• **Activity**:
From the entries provided below, copy each line that contains the word "Goffredo".
*** Data for analysis Section Begins ***
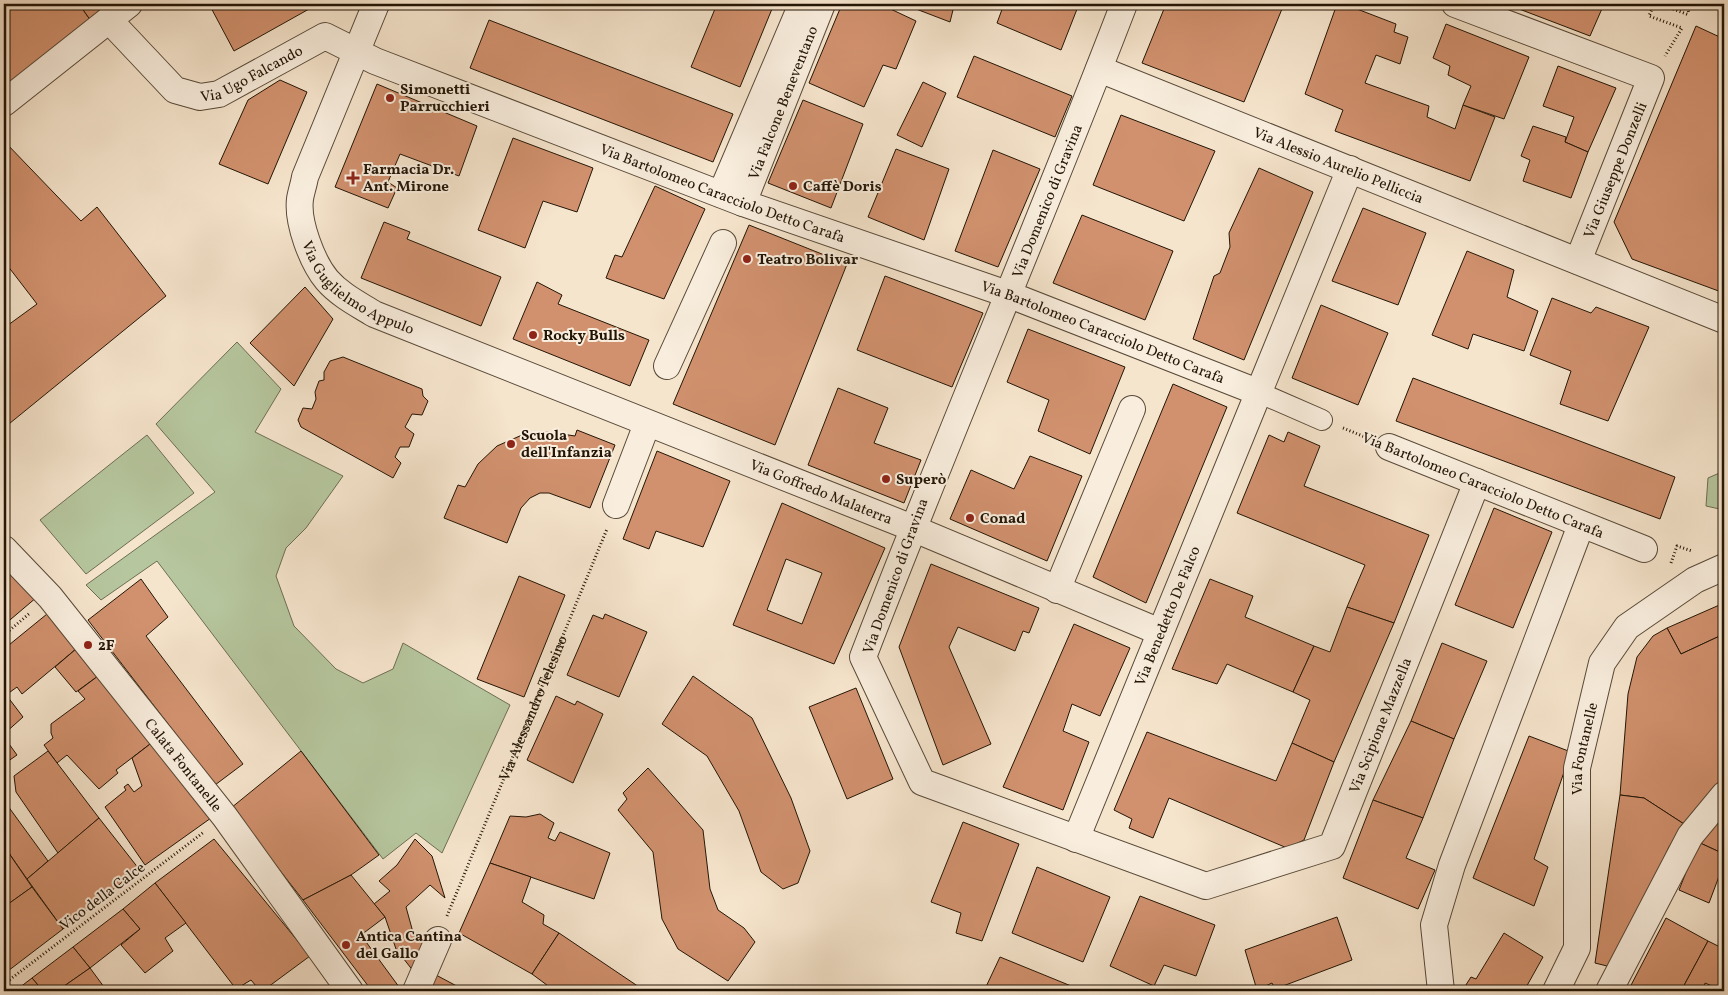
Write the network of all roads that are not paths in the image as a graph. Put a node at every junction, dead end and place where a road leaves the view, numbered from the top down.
1 (129, 4) edge
2 (376, 4) edge
3 (802, 4) edge
4 (822, 4) edge
5 (1124, 4) edge
6 (1455, 4) edge
7 (109, 20) junction
8 (356, 53) junction
9 (1099, 69) junction
10 (4, 103) edge
11 (1350, 169) junction
12 (732, 198) junction
13 (723, 243) dead end
14 (1578, 261) junction
15 (1010, 295) junction
16 (1724, 320) edge
17 (667, 366) dead end
18 (1260, 394) junction
19 (1132, 409) dead end
20 (1322, 420) road end
21 (647, 424) junction
22 (1389, 447) road end
23 (1476, 482) junction
24 (616, 506) road end
25 (1581, 525) junction
26 (912, 528) junction
27 (4, 549) edge
28 (1644, 549) dead end
29 (1724, 568) edge
30 (1057, 590) junction
31 (1160, 632) junction
32 (1724, 795) edge
33 (1076, 839) junction
34 (1206, 886) joint
35 (438, 940) road end
36 (350, 991) edge
37 (416, 991) edge
38 (1441, 991) edge
39 (1556, 991) edge
40 (1609, 991) edge

1 - 7 street
2 - 8 street, Via Guglielmo Appulo
3 - 12 street, Via Falcone Beneventano
4 - 12 street, Via Falcone Beneventano
5 - 9 street, Via Domenico di Gravina
6 - 14 street, Via Giuseppe Donzelli
7 - 8 street, Via Ugo Falcando
7 - 10 street
8 - 12 street, Via Bartolomeo Caracciolo Detto Carafa
8 - 21 street, Via Guglielmo Appulo
9 - 11 street, Via Alessio Aurelio Pelliccia
9 - 15 street, Via Domenico di Gravina
11 - 14 street, Via Alessio Aurelio Pelliccia
11 - 18 street, Via Benedetto De Falco
12 - 15 street, Via Bartolomeo Caracciolo Detto Carafa
13 - 17 street
14 - 16 street, Via Alessio Aurelio Pelliccia
15 - 18 street, Via Bartolomeo Caracciolo Detto Carafa
15 - 26 street, Via Domenico di Gravina
18 - 20 street
18 - 31 street, Via Benedetto De Falco
19 - 30 street
21 - 24 street
21 - 26 street, Via Goffredo Malaterra
22 - 23 street, Via Bartolomeo Caracciolo Detto Carafa
23 - 25 street, Via Bartolomeo Caracciolo Detto Carafa
23 - 34 street, Via Scipione Mazzella
25 - 28 street, Via Bartolomeo Caracciolo Detto Carafa
25 - 38 street
26 - 30 street, Via Goffredo Malaterra
26 - 33 street, Via Domenico di Gravina
27 - 36 street, Calata Fontanelle
29 - 39 street, Via Fontanelle
30 - 31 street, Via Goffredo Malaterra
31 - 33 street, Via Benedetto De Falco
32 - 40 street
33 - 34 street, Via Domenico di Gravina
35 - 37 street

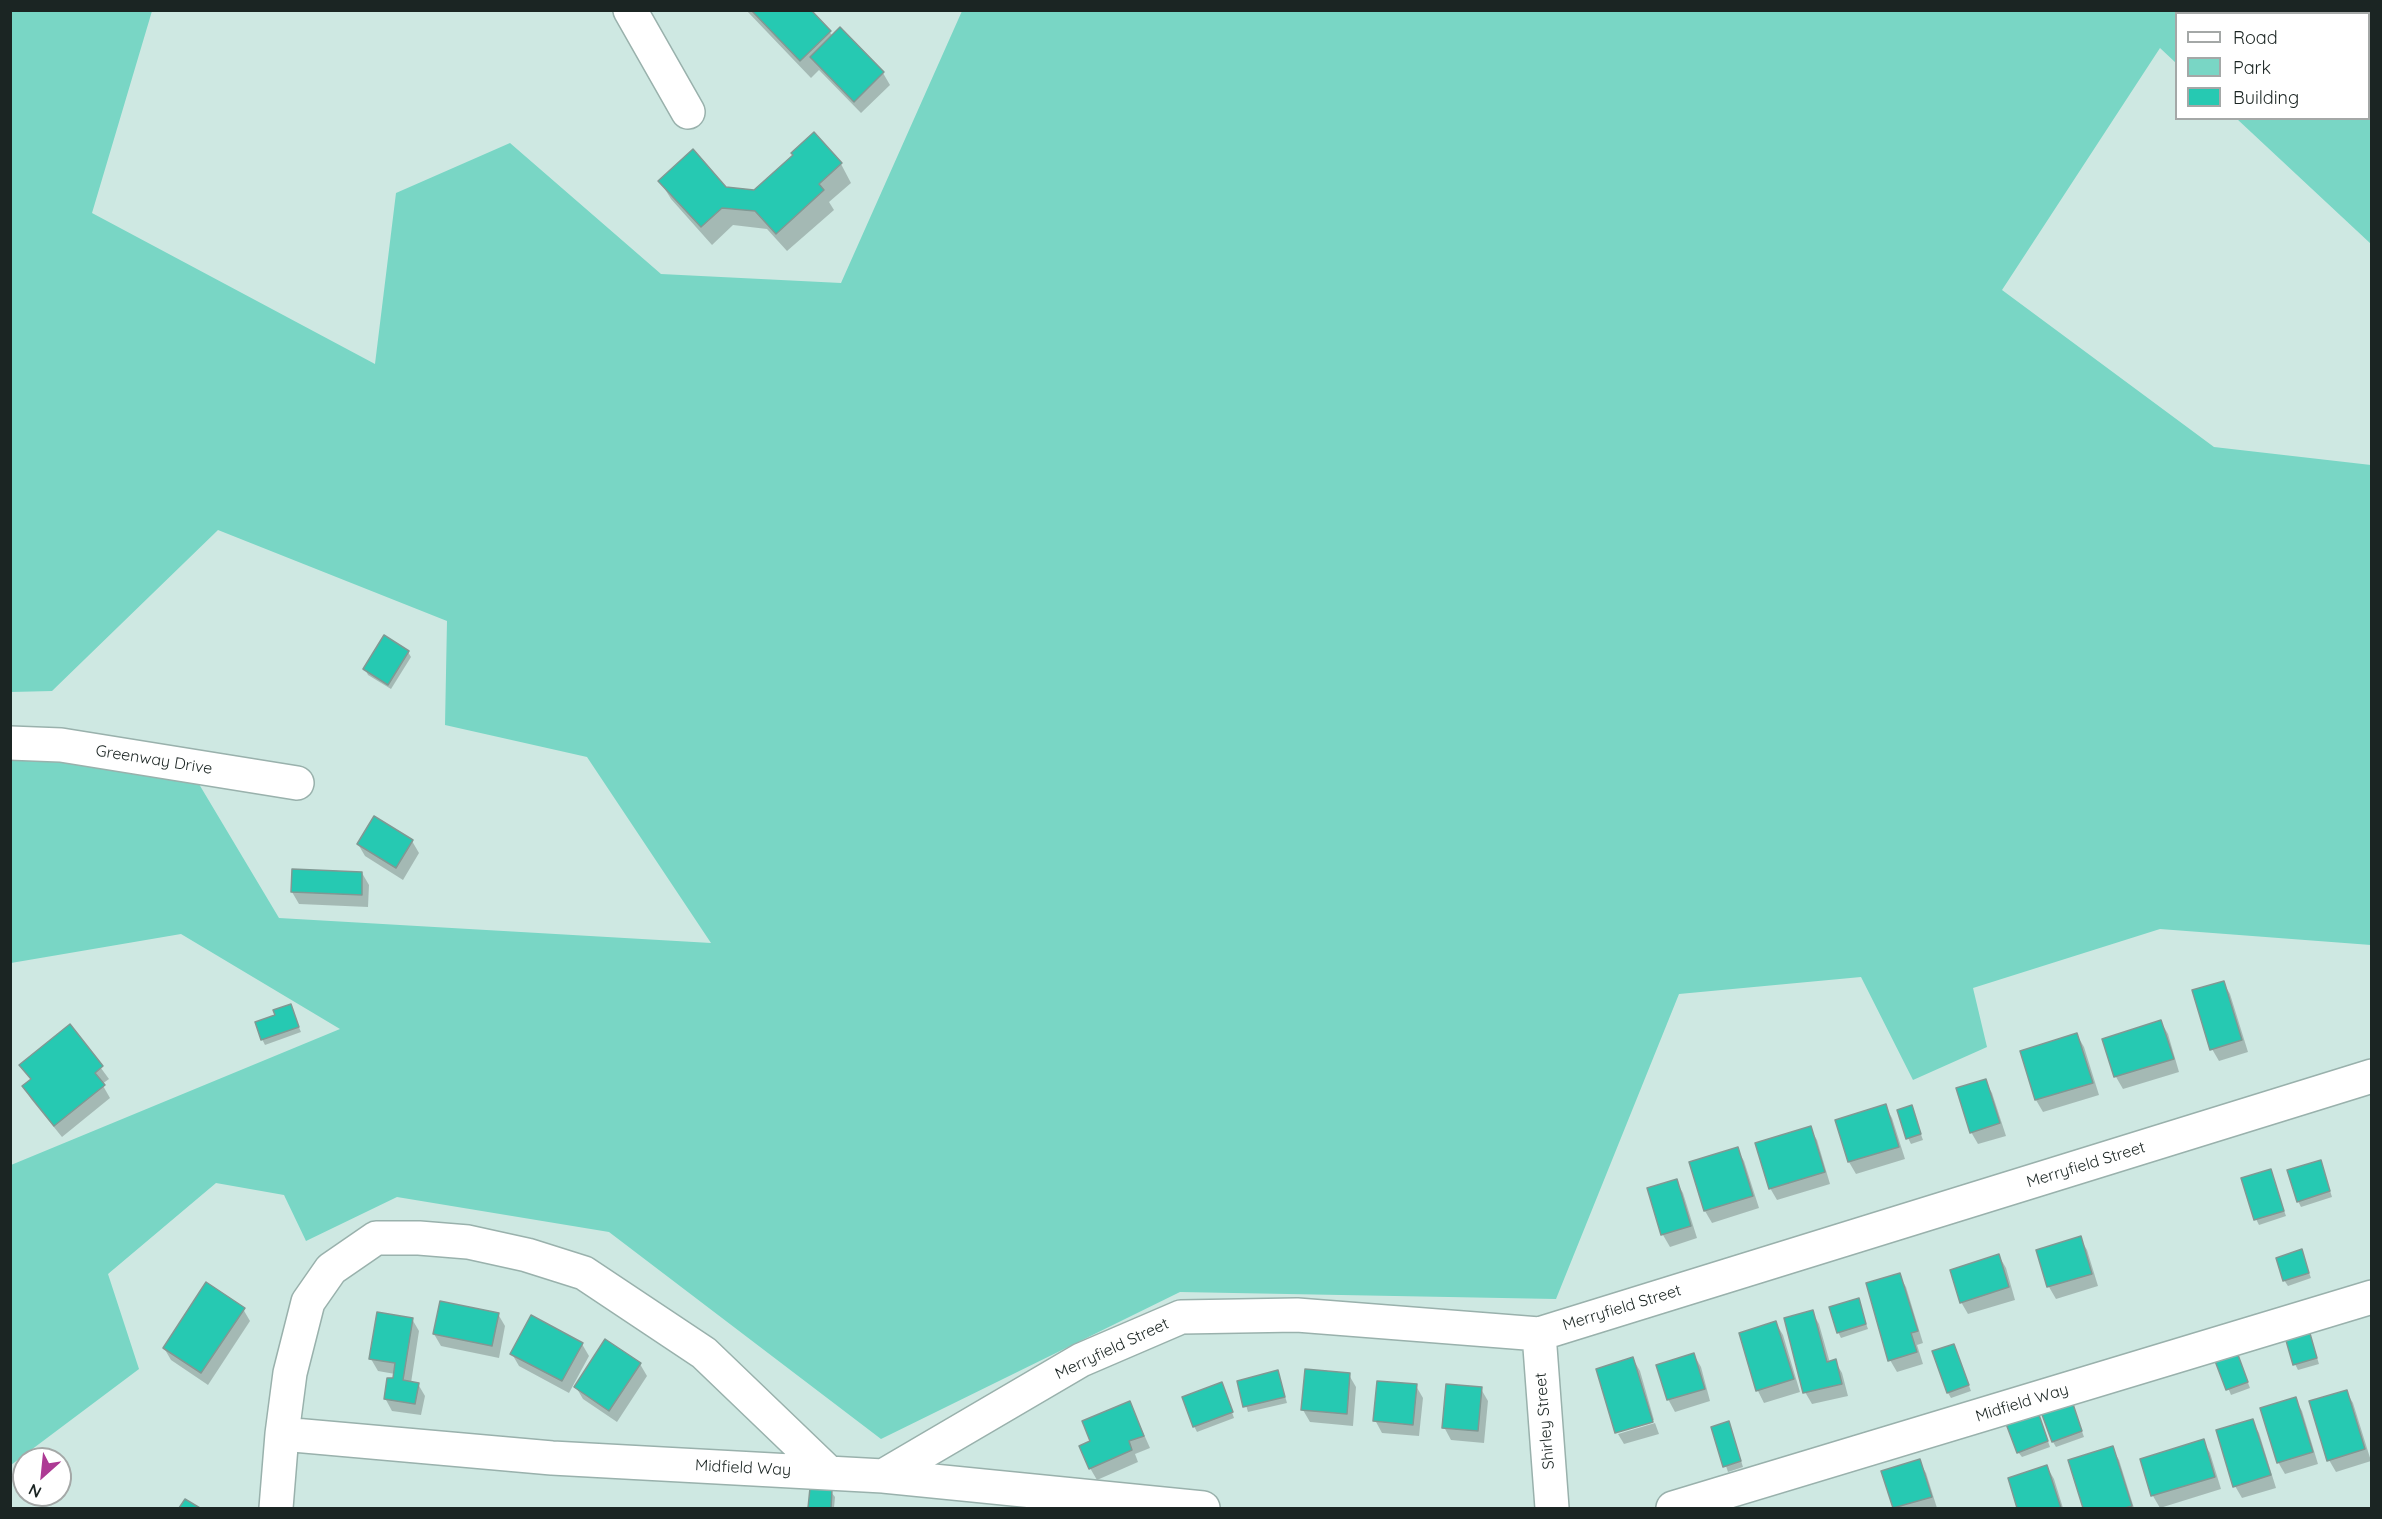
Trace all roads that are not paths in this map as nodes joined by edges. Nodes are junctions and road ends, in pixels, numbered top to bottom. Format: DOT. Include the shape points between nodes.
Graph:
graph roads {
  1 [pos="630,10"];
  2 [pos="688,112"];
  3 [pos="10,743"];
  4 [pos="297,783"];
  5 [pos="2372,1077"];
  6 [pos="2372,1297"];
  7 [pos="1539,1334"];
  8 [pos="282,1434"];
  9 [pos="830,1473"];
  10 [pos="882,1476"];
  11 [pos="276,1509"];
  12 [pos="1203,1509"];
  13 [pos="1552,1509"];
  14 [pos="1673,1509"];
  1 -- 2 [label="street"];
  3 -- 4 [label="street, Greenway Drive" via="61,745"];
  5 -- 7 [label="street, Merryfield Street"];
  6 -- 14 [label="street, Midfield Way"];
  7 -- 10 [label="street, Merryfield Street" via="1297,1315 1181,1317 1081,1360"];
  7 -- 13 [label="street, Shirley Street"];
  8 -- 9 [label="street, Midfield Way" via="552,1458"];
  8 -- 9 [label="street" via="290,1373 308,1302 331,1269 376,1238 420,1238 468,1242 584,1273 704,1353"];
  8 -- 11 [label="street"];
  9 -- 10 [label="street, Midfield Way"];
  10 -- 12 [label="street, Midfield Way"];
}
*** Data for analysis Section Ends ***
• **Problem solution**:
21 - 26 street, Via Goffredo Malaterra
26 - 30 street, Via Goffredo Malaterra
30 - 31 street, Via Goffredo Malaterra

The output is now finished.